COURT FILE NO.: FC-10-258-00
DATE: 20120927
SUPERIOR COURT OF JUSTICE - ONTARIO
RE: BRENDA NICHOLSON, Applicant
AND:
IAN NICHOLSON, Respondent
BEFORE: THE HON. MADAM JUSTICE S.E. HEALEY
COUNSEL:
M. Miller, for the Applicant
Respondent Self-Represented
HEARD: By written submissions
Costs ENDORSEMENT
[ 1 ] This is an endorsement regarding costs following the trial decision released on August 8, 2012 as 2012 ONSC 4569.
[ 2 ] A timeline for written submissions was imposed, such that the applicant’s were due by August 17, 2012, the respondent’s by August 24, 2012 and any reply by August 29, 2012.
[ 3 ] The respondent requested an extension for his submissions, which was granted to September 10, 2012. However, he did not file any submissions.
[ 4 ] The applicant seeks her costs on a partial indemnity basis fixed in the amount of $26,234.32.
[ 5 ] On May 21, 2012 the respondent submitted an offer to settle the proceeding which set out three options for acceptance. None of the three provided for monthly spousal support payments of greater than $1,900. The lowest equalization payment that the respondent would accept was zero, however that was contingent on the applicant releasing any right to a share in his pension. Beyond that, the respondent was prepared to accept an equalization payment of $25,000, but only if his spousal support payments were set at $1,500 per month. He was willing to make spousal support payments of $1,900 per month, but only if the equalization payment was $58,467.
[ 6 ] The applicant made a formal offer to settle on May 30, 2012. In all respects, the trial judgment met or exceeded her offer to settle, with the exception of the equalization payment. In her offer to settle, the applicant offered to make an equalization payment of $14,250 from her share of the sale proceeds of the matrimonial home. The judgment rendered at trial requires the applicant to pay the respondent the amount of $34,073 from her share of the sale proceeds.
[ 7 ] The judgment also fixed spousal support arrears at $11,538.76, whereas in the applicant's offer to settle she sought no retroactive spousal support. Accordingly, pursuant to the judgment, the applicant will pay to the respondent the amount of $22,534.24, arrived at by subtracting the support arrears of $11,538 from the equalization payment of $34,073.
[ 8 ] The applicant argues that she should have her costs because the difference between what she offered and what she will be paying is only $8,284.24, and should not have resulted in a trial. Further, none of the respondent's offers were as favourable to her as the result she achieved at trial.
[ 9 ] Although the applicant had substantial success, her Rule 18 offer does not meet the criteria set out in subrule 18(14), in that it cannot be said that she obtained an order that was as favourable or more favourable than her offer.
[ 10 ] Nonetheless, the court is entitled to consider any written offer to settle in determining costs.
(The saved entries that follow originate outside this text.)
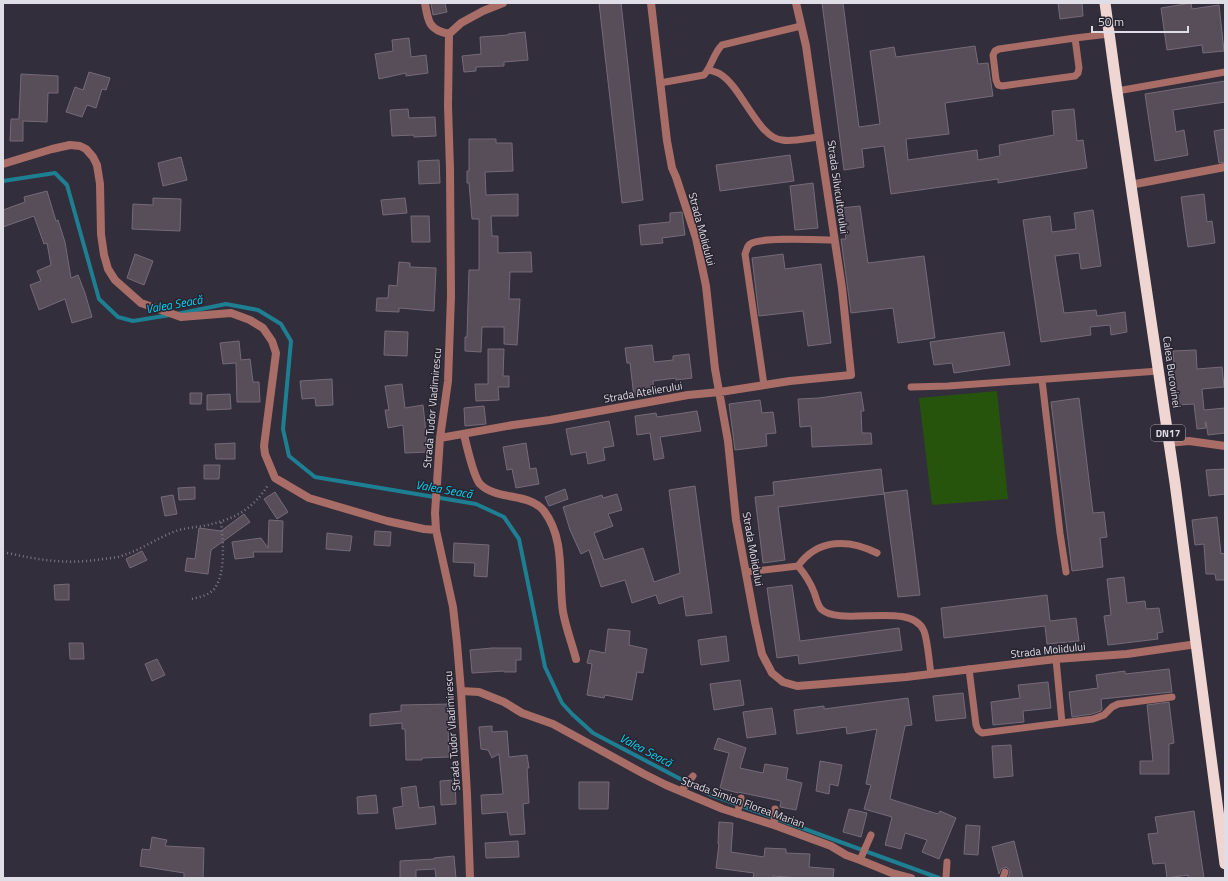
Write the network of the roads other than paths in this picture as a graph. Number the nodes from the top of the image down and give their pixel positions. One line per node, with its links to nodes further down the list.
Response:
1 (425, 3): 7 (street)
2 (503, 3): 7 (street)
3 (651, 3): 12 (street, Strada Molidului)
4 (796, 3): 6 (street, Strada Silvicultorului)
5 (1105, 3): 8 (highway, Calea Bucovinei / DN17)
6 (801, 26): 10 (lane); 14 (street, Strada Silvicultorului)
7 (449, 34): 26 (street, Strada Tudor Vladimirescu)
8 (1109, 34): 9 (lane); 13 (highway, Calea Bucovinei / DN17)
9 (1075, 38): 9 (lane)
10 (708, 70): 12 (lane); 14 (lane)
11 (1225, 72): 13 (lane)
12 (660, 83): 24 (street, Strada Molidului)
13 (1117, 91): 17 (highway, Calea Bucovinei / DN17)
14 (819, 137): 18 (street, Strada Silvicultorului)
15 (3, 164): 29 (street)
16 (1225, 167): 17 (street)
17 (1130, 185): 19 (highway, Calea Bucovinei / DN17)
18 (834, 240): 20 (street, Strada Silvicultorului); 22 (lane)
19 (1158, 371): 21 (lane); 27 (highway, Calea Bucovinei / DN17)
20 (851, 375): 22 (street, Strada Atelierului)
21 (1042, 380): 23 (lane); 33 (lane)
22 (764, 384): 24 (street, Strada Atelierului)
23 (910, 387)
24 (720, 392): 25 (street, Strada Atelierului); 32 (street, Strada Molidului)
25 (464, 435): 26 (street, Strada Atelierului); 35 (street)
26 (440, 438): 29 (street, Strada Tudor Vladimirescu)
27 (1169, 443): 28 (street); 34 (highway, Calea Bucovinei / DN17)
28 (1225, 446)
29 (436, 530): 39 (street, Strada Tudor Vladimirescu)
30 (877, 553): 31 (lane)
31 (798, 566): 32 (lane); 38 (lane)
32 (746, 572): 38 (street, Strada Molidului)
33 (1066, 572)
34 (1197, 644): 36 (street, Strada Molidului); 51 (highway, Calea Bucovinei / DN17)
35 (576, 659)
36 (1056, 659): 37 (street, Strada Molidului); 41 (lane)
37 (969, 669): 38 (street, Strada Molidului); 41 (lane)
38 (931, 674)
39 (461, 691): 43 (street, Strada Simion Florea Marian); 52 (street, Strada Tudor Vladimirescu)
40 (1172, 697): 41 (lane)
41 (1062, 723)
42 (693, 776): 43 (lane)
43 (683, 788): 46 (street, Strada Simion Florea Marian)
44 (741, 798): 46 (lane)
45 (775, 809): 47 (lane)
46 (737, 814): 47 (street, Strada Simion Florea Marian)
47 (774, 825): 49 (street, Strada Simion Florea Marian)
48 (871, 836): 49 (lane)
49 (861, 857): 53 (street, Strada Simion Florea Marian)
50 (947, 862): 54 (lane)
51 (1225, 864)
52 (470, 878)
53 (911, 878)
54 (946, 878)

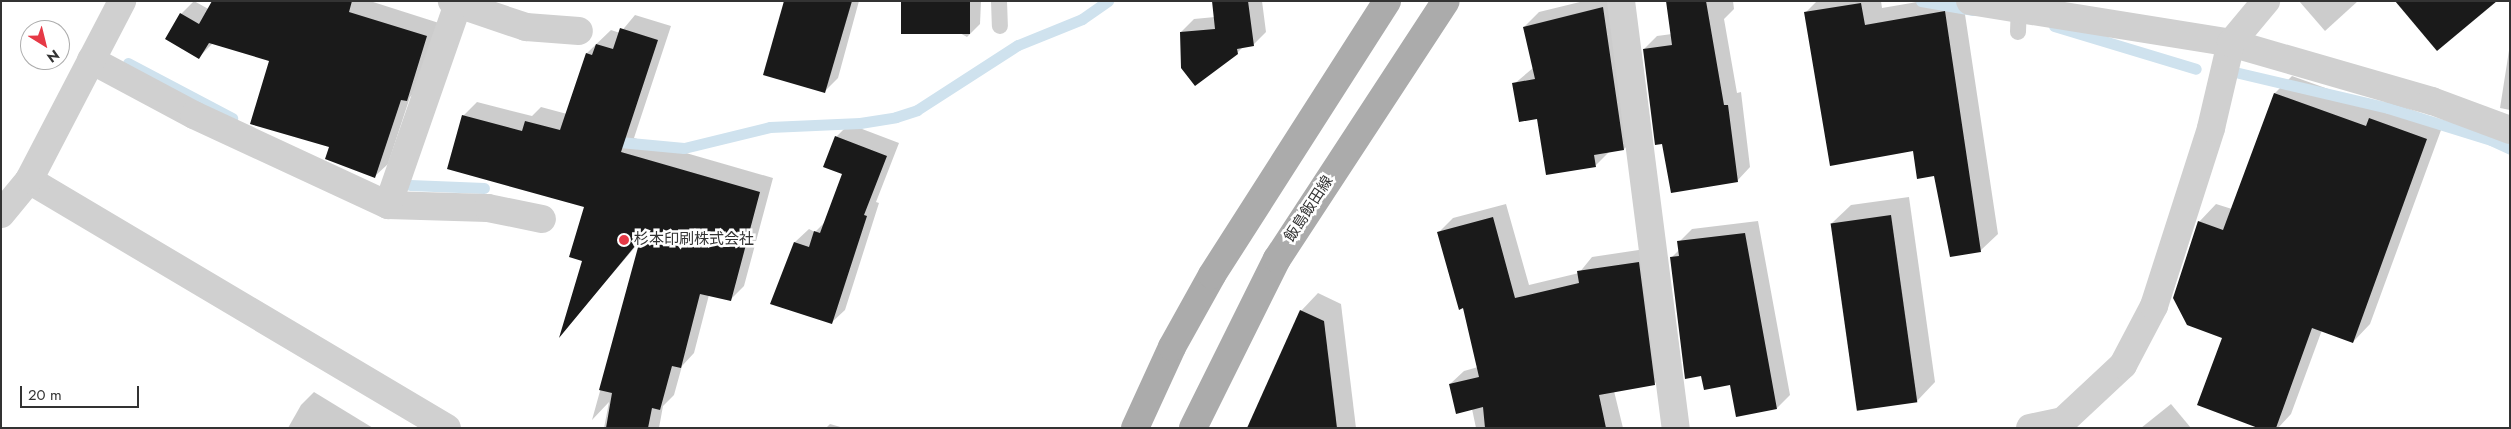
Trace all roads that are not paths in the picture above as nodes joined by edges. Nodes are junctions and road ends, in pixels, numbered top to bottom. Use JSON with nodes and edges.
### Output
{"nodes":[{"id":1,"x":122,"y":1,"type":"edge"},
{"id":2,"x":999,"y":1,"type":"edge"},
{"id":3,"x":1387,"y":1,"type":"edge"},
{"id":4,"x":1446,"y":1,"type":"edge"},
{"id":5,"x":1621,"y":1,"type":"edge"},
{"id":6,"x":1970,"y":1,"type":"edge"},
{"id":7,"x":2266,"y":1,"type":"edge"},
{"id":8,"x":455,"y":3,"type":"edge"},
{"id":9,"x":1000,"y":26,"type":"dead end"},
{"id":10,"x":579,"y":31,"type":"dead end"},
{"id":11,"x":2231,"y":43,"type":"junction"},
{"id":12,"x":91,"y":60,"type":"junction"},
{"id":13,"x":2510,"y":130,"type":"edge"},
{"id":14,"x":29,"y":180,"type":"junction"},
{"id":15,"x":388,"y":205,"type":"junction"},
{"id":16,"x":1,"y":214,"type":"edge"},
{"id":17,"x":542,"y":219,"type":"dead end"},
{"id":18,"x":447,"y":428,"type":"edge"},
{"id":19,"x":1135,"y":428,"type":"edge"},
{"id":20,"x":1193,"y":428,"type":"edge"},
{"id":21,"x":1676,"y":428,"type":"edge"},
{"id":22,"x":2030,"y":428,"type":"edge"}],
"edges":[{"from":1,"to":12,"type":"street"},
{"from":2,"to":9,"type":"lane"},
{"from":3,"to":19,"type":"main road"},
{"from":4,"to":20,"type":"main road","name":"飯島飯田線"},
{"from":5,"to":21,"type":"street"},
{"from":6,"to":11,"type":"street"},
{"from":7,"to":11,"type":"street"},
{"from":8,"to":10,"type":"street"},
{"from":8,"to":15,"type":"street"},
{"from":11,"to":13,"type":"street"},
{"from":11,"to":22,"type":"street"},
{"from":12,"to":14,"type":"street"},
{"from":12,"to":15,"type":"street"},
{"from":14,"to":16,"type":"street"},
{"from":14,"to":18,"type":"street"},
{"from":15,"to":17,"type":"street"}]}
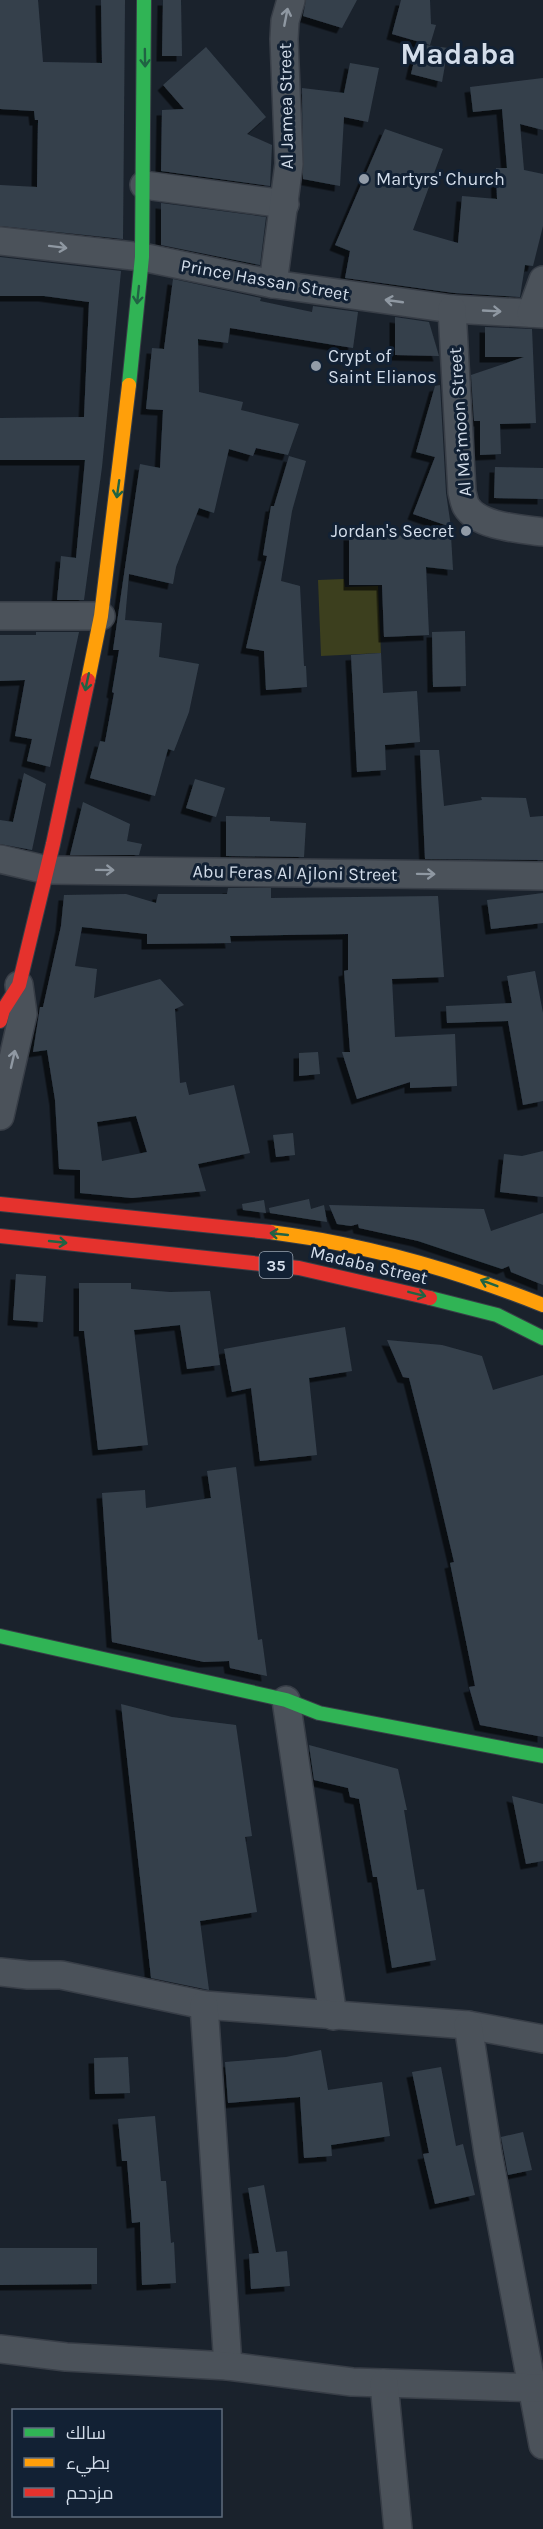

In addition to the factors set out in subrule 24(11), I take into account that the applicant's settlement offer came very close to the results achieved at trial, and the fact that the respondent’s offer to settle did not come close to the orders made at trial. I also take into consideration that the respondent did not make timely documentary disclosure; some of the documents that were permitted to be entered into evidence at trial were documents that had never before been shown to the applicant's lawyer. In particular, the documents surrounding the settlement of his personal injury action, which were pivotal documents in bolstering the respondent’s equalization claim, had not been produced in advance. When the applicant made her offer to settle, she did not have the information necessary to calculate the respondent's potential equalization claim. As such, she did not have the information necessary to make an informed decision about the outcome of the litigation and on what terms, in relation to that litigation risk, she should formulate an offer to settle. Because her offer came so close to the trial outcome, and she was prejudiced by the respondent’s late disclosure, I am satisfied that she should have her costs of the application.
[ 11 ] I have reviewed the Bill of Costs submitted by the applicant, in which she seeks her costs on a partial indemnity basis. Mr. Miller's full indemnity rate is $350 per hour. His bill of costs is calculated on a rate of $300 per hour. The maximum cost rates when fixing partial indemnity costs that have been set up by the Cost Subcommittee of the Civil Rules Committee indicates that, for a lawyer of Mr. Miller's experience, a maximum of $350 may be charged. However, on a partial indemnity rate of 75% of full indemnity, his actual hourly rate should be calculated at $262.50. Using this lower rate, the fees calculated for all steps taken on the trial up until attendance at trial calculated at 54.65 hours or $16,395, should be reduced to $14,346. Total fees are therefore properly calculated at $19,504 plus HST of $2,535.52. The balance of the Bill of Costs is reasonable, including the number of hours devoted to the various steps taken. The costs of the applicant on a partial indemnity basis are therefore calculated as:
Fees $19,504.00
HST on fees $ 2,535.52
Taxable disbursements $ 1,276.66
HST on disbursements $ 165.97
Non-taxable disbursements $ 437.00
Total $ 23,919.15
[ 12 ] This court orders that the respondent shall pay to the applicant her costs of the proceeding fixed in the amount of $23,919.15 and payable immediately, to be set off in part against the equalization payment owed to the respondent.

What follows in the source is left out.